__WORK TO COMPLETE__
Please transcribe the entries below exactly and leave out every picture.

(Stored data entries)
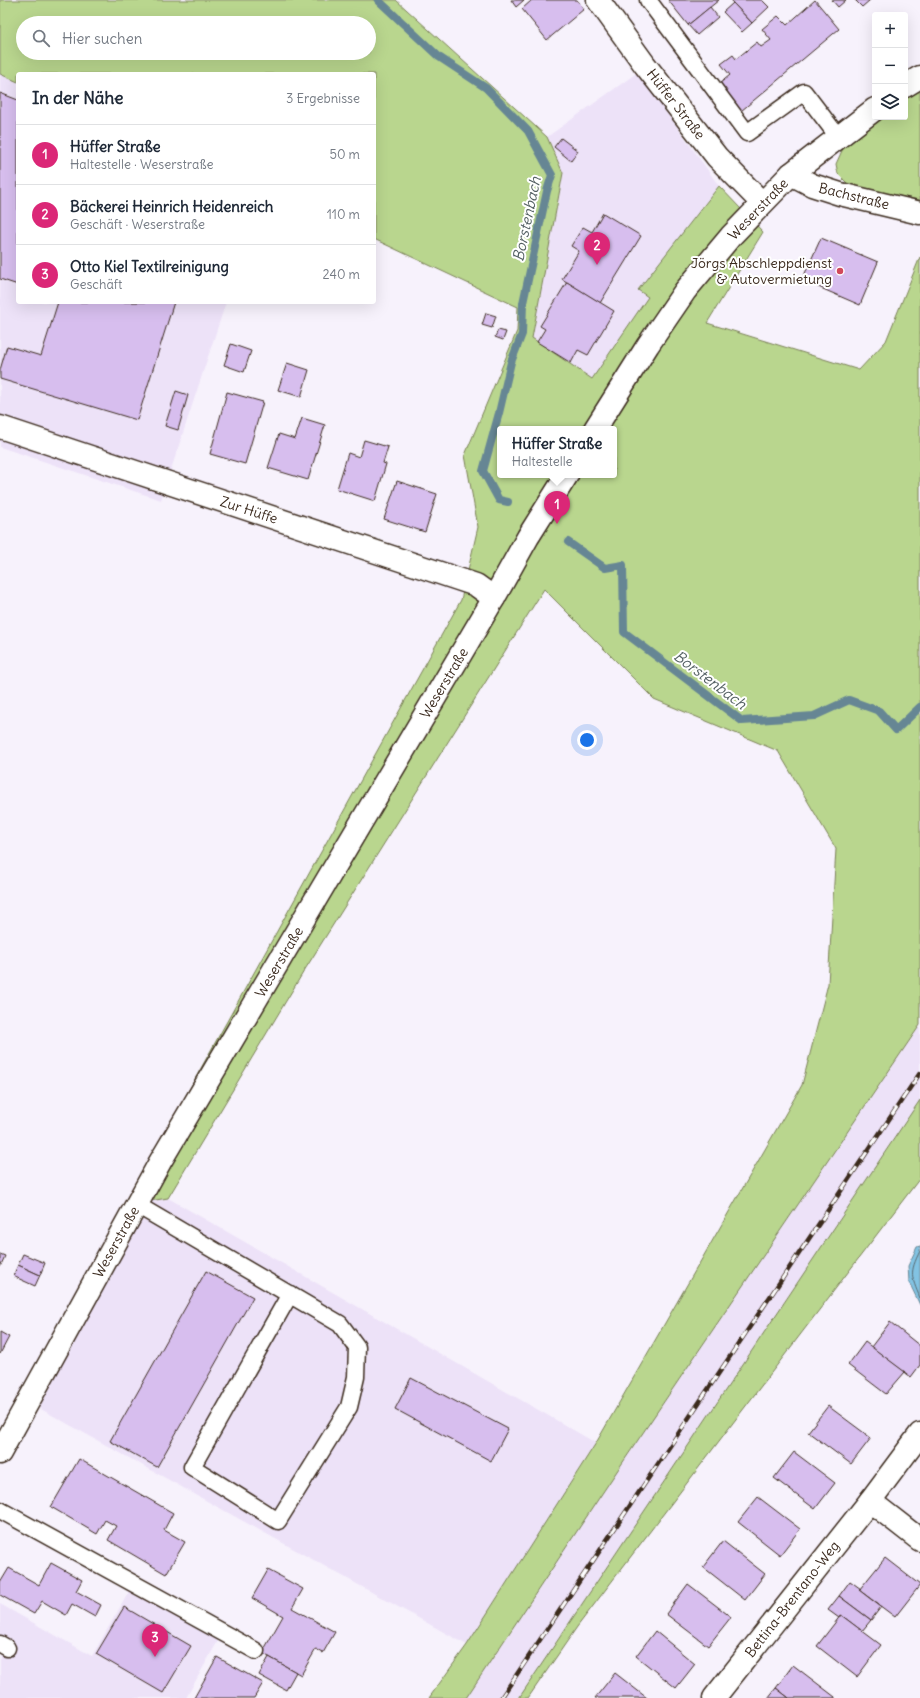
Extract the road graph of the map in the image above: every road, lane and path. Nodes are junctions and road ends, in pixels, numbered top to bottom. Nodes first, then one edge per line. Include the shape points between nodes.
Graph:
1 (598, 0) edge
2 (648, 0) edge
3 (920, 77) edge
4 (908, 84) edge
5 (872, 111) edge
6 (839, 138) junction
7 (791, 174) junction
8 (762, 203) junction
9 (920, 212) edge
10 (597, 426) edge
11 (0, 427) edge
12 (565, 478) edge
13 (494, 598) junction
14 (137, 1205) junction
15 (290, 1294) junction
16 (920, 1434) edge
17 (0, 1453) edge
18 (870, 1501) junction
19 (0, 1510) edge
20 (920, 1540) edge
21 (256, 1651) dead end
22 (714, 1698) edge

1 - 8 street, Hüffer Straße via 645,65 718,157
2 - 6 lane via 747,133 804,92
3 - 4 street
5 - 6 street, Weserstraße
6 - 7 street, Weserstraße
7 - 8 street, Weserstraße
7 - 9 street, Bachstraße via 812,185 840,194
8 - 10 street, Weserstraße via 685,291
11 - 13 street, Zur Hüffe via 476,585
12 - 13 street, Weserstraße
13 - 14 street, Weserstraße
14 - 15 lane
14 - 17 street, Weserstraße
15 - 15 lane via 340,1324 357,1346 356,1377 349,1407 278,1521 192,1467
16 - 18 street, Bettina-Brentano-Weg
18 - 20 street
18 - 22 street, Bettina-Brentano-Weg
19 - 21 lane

__SOLUTION__
Extract the road graph of the map in the image above: every road, lane and path. Nodes are junctions and road ends, in pixels, numbered top to bottom. Nodes first, then one edge per line. Include the shape points between nodes.
Graph:
1 (598, 0) edge
2 (648, 0) edge
3 (920, 77) edge
4 (908, 84) edge
5 (872, 111) edge
6 (839, 138) junction
7 (791, 174) junction
8 (762, 203) junction
9 (920, 212) edge
10 (597, 426) edge
11 (0, 427) edge
12 (565, 478) edge
13 (494, 598) junction
14 (137, 1205) junction
15 (290, 1294) junction
16 (920, 1434) edge
17 (0, 1453) edge
18 (870, 1501) junction
19 (0, 1510) edge
20 (920, 1540) edge
21 (256, 1651) dead end
22 (714, 1698) edge

1 - 8 street, Hüffer Straße via 645,65 718,157
2 - 6 lane via 747,133 804,92
3 - 4 street
5 - 6 street, Weserstraße
6 - 7 street, Weserstraße
7 - 8 street, Weserstraße
7 - 9 street, Bachstraße via 812,185 840,194
8 - 10 street, Weserstraße via 685,291
11 - 13 street, Zur Hüffe via 476,585
12 - 13 street, Weserstraße
13 - 14 street, Weserstraße
14 - 15 lane
14 - 17 street, Weserstraße
15 - 15 lane via 340,1324 357,1346 356,1377 349,1407 278,1521 192,1467
16 - 18 street, Bettina-Brentano-Weg
18 - 20 street
18 - 22 street, Bettina-Brentano-Weg
19 - 21 lane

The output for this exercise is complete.